After picking at it since September - primarily because the show disappeared from the platform I was watching it on and then reappeared on another  - I finally finished the second season of Bryan Fuller's Hannibal yesterday.


I watched the last six or so episodes in a fairly tight burst, and this one is really masterfully done. This isn't something most of the world doesn't already know; I'm ten years late to the game on this one, but man, it burns knowing there won't ever be a season four. 
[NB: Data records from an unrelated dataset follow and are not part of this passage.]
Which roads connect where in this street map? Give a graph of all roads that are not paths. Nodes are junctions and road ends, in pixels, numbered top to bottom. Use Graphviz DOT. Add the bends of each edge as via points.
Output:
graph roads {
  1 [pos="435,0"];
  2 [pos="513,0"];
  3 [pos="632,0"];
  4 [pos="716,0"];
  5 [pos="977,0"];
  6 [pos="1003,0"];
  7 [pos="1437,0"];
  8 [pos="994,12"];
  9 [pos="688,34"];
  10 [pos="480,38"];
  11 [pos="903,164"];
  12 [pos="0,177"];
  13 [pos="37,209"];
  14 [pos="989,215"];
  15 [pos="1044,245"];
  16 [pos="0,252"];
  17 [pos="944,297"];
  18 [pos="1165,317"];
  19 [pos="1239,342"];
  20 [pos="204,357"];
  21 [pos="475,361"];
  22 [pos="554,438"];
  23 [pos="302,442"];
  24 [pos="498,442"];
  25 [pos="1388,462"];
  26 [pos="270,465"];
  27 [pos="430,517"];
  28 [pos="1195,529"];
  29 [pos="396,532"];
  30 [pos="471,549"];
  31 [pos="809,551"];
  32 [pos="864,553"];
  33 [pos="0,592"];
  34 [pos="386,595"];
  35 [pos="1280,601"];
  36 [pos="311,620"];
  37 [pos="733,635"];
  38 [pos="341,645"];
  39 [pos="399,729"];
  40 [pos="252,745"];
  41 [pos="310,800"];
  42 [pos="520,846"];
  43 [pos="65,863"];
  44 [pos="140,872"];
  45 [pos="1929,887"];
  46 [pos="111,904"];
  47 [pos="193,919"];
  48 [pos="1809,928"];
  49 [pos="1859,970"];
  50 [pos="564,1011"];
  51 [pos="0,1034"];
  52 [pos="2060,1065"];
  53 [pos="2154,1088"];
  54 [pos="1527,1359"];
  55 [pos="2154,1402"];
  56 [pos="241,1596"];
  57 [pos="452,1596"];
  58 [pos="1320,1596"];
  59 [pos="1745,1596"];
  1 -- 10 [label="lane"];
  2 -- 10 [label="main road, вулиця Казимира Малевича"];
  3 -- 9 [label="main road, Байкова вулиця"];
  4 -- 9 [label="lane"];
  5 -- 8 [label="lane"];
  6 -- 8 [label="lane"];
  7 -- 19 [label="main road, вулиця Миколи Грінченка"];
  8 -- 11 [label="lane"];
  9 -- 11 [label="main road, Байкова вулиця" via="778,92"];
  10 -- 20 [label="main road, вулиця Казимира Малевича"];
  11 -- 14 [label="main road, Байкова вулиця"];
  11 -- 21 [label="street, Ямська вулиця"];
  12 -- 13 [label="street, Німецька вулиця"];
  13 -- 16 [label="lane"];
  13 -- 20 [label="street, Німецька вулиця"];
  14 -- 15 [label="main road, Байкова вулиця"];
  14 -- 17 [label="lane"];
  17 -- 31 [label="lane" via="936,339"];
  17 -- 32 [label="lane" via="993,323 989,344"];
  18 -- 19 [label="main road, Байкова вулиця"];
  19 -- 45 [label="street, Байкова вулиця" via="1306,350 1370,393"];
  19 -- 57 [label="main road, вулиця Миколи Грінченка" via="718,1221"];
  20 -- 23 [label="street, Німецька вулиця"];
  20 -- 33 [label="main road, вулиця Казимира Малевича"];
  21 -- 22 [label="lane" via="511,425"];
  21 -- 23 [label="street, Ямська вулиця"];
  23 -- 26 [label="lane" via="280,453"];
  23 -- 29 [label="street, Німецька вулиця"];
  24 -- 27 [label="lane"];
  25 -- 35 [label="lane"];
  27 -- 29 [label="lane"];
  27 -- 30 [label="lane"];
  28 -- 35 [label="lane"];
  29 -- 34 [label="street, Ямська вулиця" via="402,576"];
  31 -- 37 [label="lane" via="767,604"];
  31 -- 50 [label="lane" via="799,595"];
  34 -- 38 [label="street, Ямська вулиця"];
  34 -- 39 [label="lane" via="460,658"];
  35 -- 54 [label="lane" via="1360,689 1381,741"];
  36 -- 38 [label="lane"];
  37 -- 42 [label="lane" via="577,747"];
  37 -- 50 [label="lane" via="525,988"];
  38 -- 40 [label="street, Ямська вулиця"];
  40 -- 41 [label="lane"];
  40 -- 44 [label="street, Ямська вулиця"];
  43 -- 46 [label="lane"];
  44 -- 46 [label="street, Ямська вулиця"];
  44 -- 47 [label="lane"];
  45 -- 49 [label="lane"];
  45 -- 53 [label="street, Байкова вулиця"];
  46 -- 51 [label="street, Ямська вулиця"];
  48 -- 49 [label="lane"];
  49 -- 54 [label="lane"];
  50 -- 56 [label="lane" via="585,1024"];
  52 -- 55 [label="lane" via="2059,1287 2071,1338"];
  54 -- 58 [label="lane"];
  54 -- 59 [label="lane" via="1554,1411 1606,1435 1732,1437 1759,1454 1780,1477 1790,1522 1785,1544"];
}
One of the charms of the show is, of course, watching Hannibal in the kitchen, so I jumped at the chance to post the video above; special thanks to Moonshine Omega - their YouTube channel is an interesting collection of Food and Bevy-related videos from shows we love (there's a cool one of all drinks and food in Jessica Jones Season One!)




Play:

Having just finished Torture Star/Puppet Combo's Night at the Gates of Hell, I am SUPER happy to get wind of a new game coming our way from them:


As usual, the 80s VHS/Video Nasties influence is a large part of the draw, however, I've really come to prefer Torture Star's games, so I am psyched to be getting another for Switch.




Playlist:

Disappears - Pre Language
A Place to Bury Strangers - Exploding Head
Fear - Live for the Record
Run the Jewels - RTJ4
Baroness - Stone
Mastodon - Emperor of Sand
Matt Cameron - Gory Scorch Cretins




Card:

From Jonathan Grimm's Hand of Doom Tarot, which you can buy HERE.


• Six of Swords
• XVIII: The Moon
• Six of Cups

The intellectual benefits of balancing the mental and moral components of a conflict lead to emotional revelation. 

No idea what the hell this means at the moment, but as with most of my pulls on this trip (yes, I'm still in L.A.), I'm really just recording all this as data archives for later analyzation. 

Monday, January 8, 2024

Happy Birthday David Bowie!!!


Earth misses You, Starman.



Watch:

Thanks to some friends, I finally saw David Ayer's 2012 End of Watch.


This one had been on my list for a long time. I remember not really caring about it when it hit theatres, but over the intervening years, several people have told me End of Watch is fantastic. They are correct. I'm still thinking about this flick two days later. Great performances from Peña and Gyllenhaal, and a very realistic portrayal of L.A. 




Play:

I finally beat Torture Star's Night At the Gates of Hell! I'd been stuck on the final series of stages, an awesome jungle last stand totally inspired by Lucio Fulci's Zombie, but haven't had a heck of a lot of time to play. Fixed that on my flight into L.A. on Friday. I actually beat the game as the plane was landing - that was pretty weird. 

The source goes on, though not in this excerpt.